Activity: Exclude all images and print the entries below exactly.

Task data:
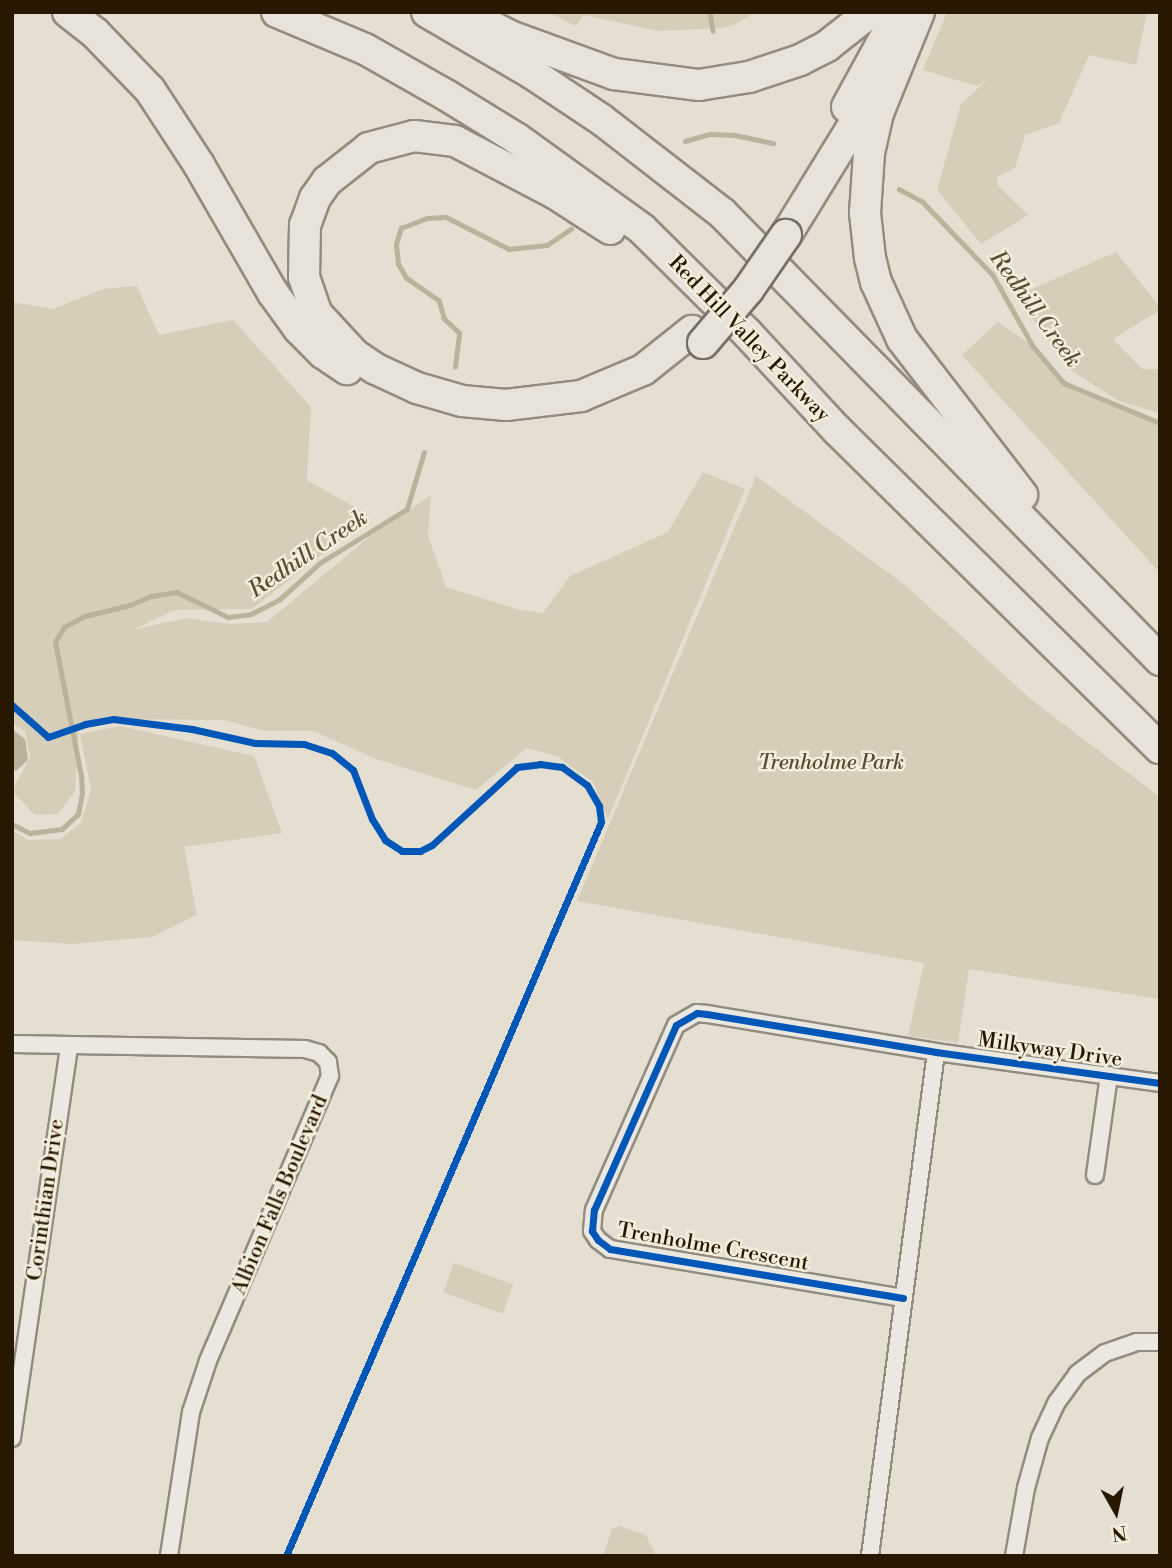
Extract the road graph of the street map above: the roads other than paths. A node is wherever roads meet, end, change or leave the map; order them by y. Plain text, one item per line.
1 (68, 12) edge
2 (277, 12) edge
3 (427, 12) edge
4 (463, 12) edge
5 (870, 12) edge
6 (899, 12) edge
7 (919, 12) edge
8 (779, 230) junction
9 (748, 334) junction
10 (697, 337) junction
11 (1136, 636) junction
12 (1160, 660) edge
13 (1160, 748) edge
14 (12, 1044) edge
15 (69, 1045) junction
16 (936, 1052) junction
17 (1109, 1075) junction
18 (1160, 1083) edge
19 (1095, 1175) dead end
20 (903, 1298) junction
21 (1160, 1342) edge
22 (16, 1392) edge
23 (12, 1438) edge
24 (169, 1556) edge
25 (870, 1556) edge
26 (1014, 1556) edge

1 - 10 highway
2 - 9 highway, Red Hill Valley Parkway
3 - 11 highway
4 - 5 highway
6 - 8 highway
7 - 8 highway
7 - 11 highway
8 - 10 highway
9 - 10 highway
9 - 13 highway, Red Hill Valley Parkway
11 - 12 highway
14 - 15 street, Albion Falls Boulevard
15 - 22 street, Corinthian Drive
15 - 24 street, Albion Falls Boulevard
16 - 17 street, Milkyway Drive
16 - 20 street
16 - 20 street, Trenholme Crescent
17 - 18 street, Milkyway Drive
17 - 19 street
20 - 25 street
21 - 26 street
22 - 23 street, Corinthian Drive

The answer:
Extract the road graph of the street map above: the roads other than paths. A node is wherever roads meet, end, change or leave the map; order them by y. Plain text, one item per line.
1 (68, 12) edge
2 (277, 12) edge
3 (427, 12) edge
4 (463, 12) edge
5 (870, 12) edge
6 (899, 12) edge
7 (919, 12) edge
8 (779, 230) junction
9 (748, 334) junction
10 (697, 337) junction
11 (1136, 636) junction
12 (1160, 660) edge
13 (1160, 748) edge
14 (12, 1044) edge
15 (69, 1045) junction
16 (936, 1052) junction
17 (1109, 1075) junction
18 (1160, 1083) edge
19 (1095, 1175) dead end
20 (903, 1298) junction
21 (1160, 1342) edge
22 (16, 1392) edge
23 (12, 1438) edge
24 (169, 1556) edge
25 (870, 1556) edge
26 (1014, 1556) edge

1 - 10 highway
2 - 9 highway, Red Hill Valley Parkway
3 - 11 highway
4 - 5 highway
6 - 8 highway
7 - 8 highway
7 - 11 highway
8 - 10 highway
9 - 10 highway
9 - 13 highway, Red Hill Valley Parkway
11 - 12 highway
14 - 15 street, Albion Falls Boulevard
15 - 22 street, Corinthian Drive
15 - 24 street, Albion Falls Boulevard
16 - 17 street, Milkyway Drive
16 - 20 street
16 - 20 street, Trenholme Crescent
17 - 18 street, Milkyway Drive
17 - 19 street
20 - 25 street
21 - 26 street
22 - 23 street, Corinthian Drive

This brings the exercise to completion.